# free uploading on ortel broadband plans in orissa !!!



## Davidboon (Sep 11, 2008)

yes its true, ortel a leading cable tv provider in orissa is providing free uploading on its 512 kbps plan.
it's broadband plan rates start from rs 150/pm .
so happy uploading for ortel users in orissa.

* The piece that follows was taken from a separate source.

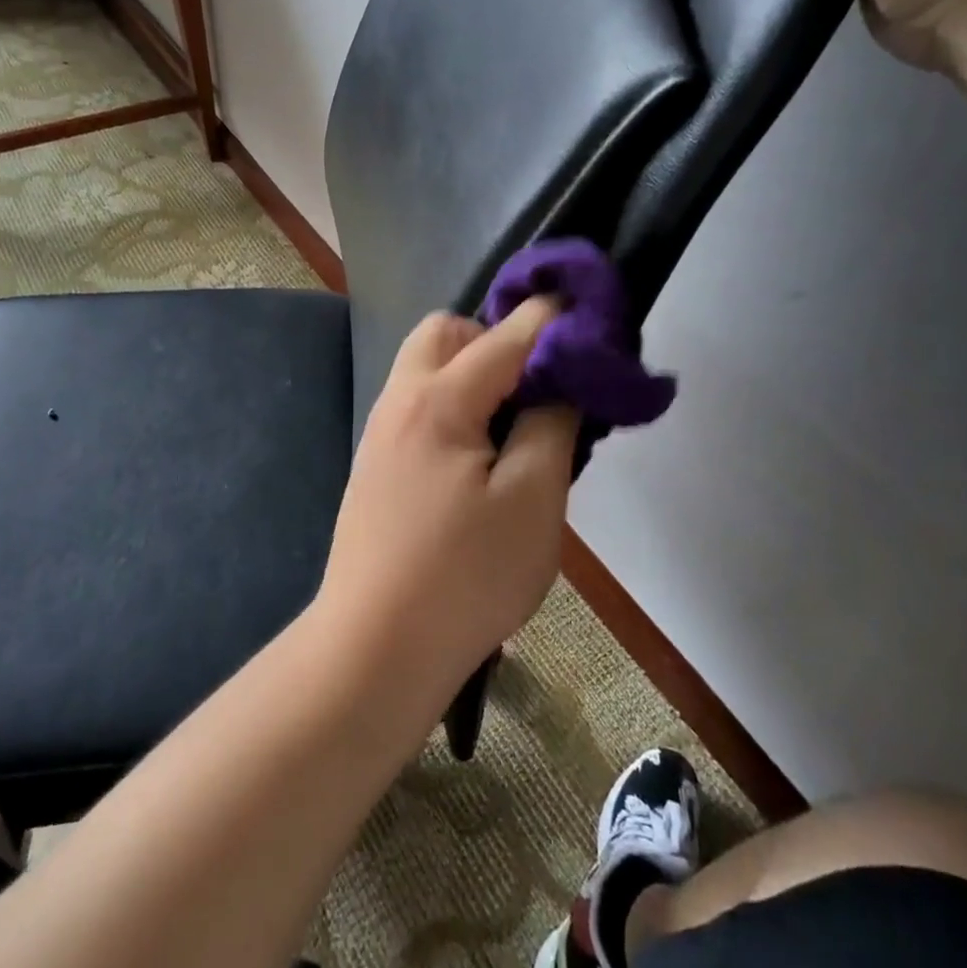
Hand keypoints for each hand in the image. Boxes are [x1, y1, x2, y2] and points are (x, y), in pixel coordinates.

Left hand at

but what we need is free downloading !!!


----------



## ThinkFree (Sep 11, 2008)

Free uploading at 512kbps? Unbelievable !


----------



## apoorva84 (Sep 11, 2008)

^^^he said ortel is providing free upload on its 512kbps plan...he didn't say the upload speed was 512kbps


----------



## ThinkFree (Sep 11, 2008)

^^Then uploading speed won't be more than 32kbps


----------



## Lucky_star (Sep 11, 2008)

I have an Ortel DSL connection *since 3 years*. There upload speed is 11 KBps on a 256 kbps connection and 32 KBps(256 kbps) on a 512 kbps connection. There upload speed is roughly half the download speed. My friend has a 1 mbps connection and he gets 512 kbps upload speed. 

to the OP, uploading is free everywhere, I think...


----------



## apoorva84 (Sep 11, 2008)

Lucky_star said:


> There upload speed is roughly half the upload speed. My friend has a 1 mbps connection and he gets 512 kbps upload speed.
> 
> to the OP, uploading is free everywhere, I think...




what exactly do you mean?


----------



## ThinkFree (Sep 11, 2008)

Lucky_star said:


> There upload speed is roughly half the *upload *speed. My friend has a 1 mbps connection and he gets 512 kbps upload speed.



You meant upload speed is half of download speed?


----------



## NucleusKore (Sep 11, 2008)

Hmm, they want you to seed, not just leech


----------



## Lucky_star (Sep 12, 2008)

apoorva84 said:


> what exactly do you mean?



Oops!, I meant Upload Speed is half the Download Speed. Edited


----------



## go4saket (Sep 24, 2008)

Lucky_star said:


> I have an Ortel DSL connection *since 3 years*. There upload speed is 11 KBps on a 256 kbps connection and 32 KBps(256 kbps) on a 512 kbps connection. There upload speed is roughly half the download speed. My friend has a 1 mbps connection and he gets 512 kbps upload speed.
> 
> to the OP, uploading is free everywhere, I think...



I too have an Ortel connection as a backup connection and frankly speaking, it SUCKS bigtime. Upload speed on a 256 Kbps is not more than 5-6 KBps and the download speed also never crossed 18-20 KBps.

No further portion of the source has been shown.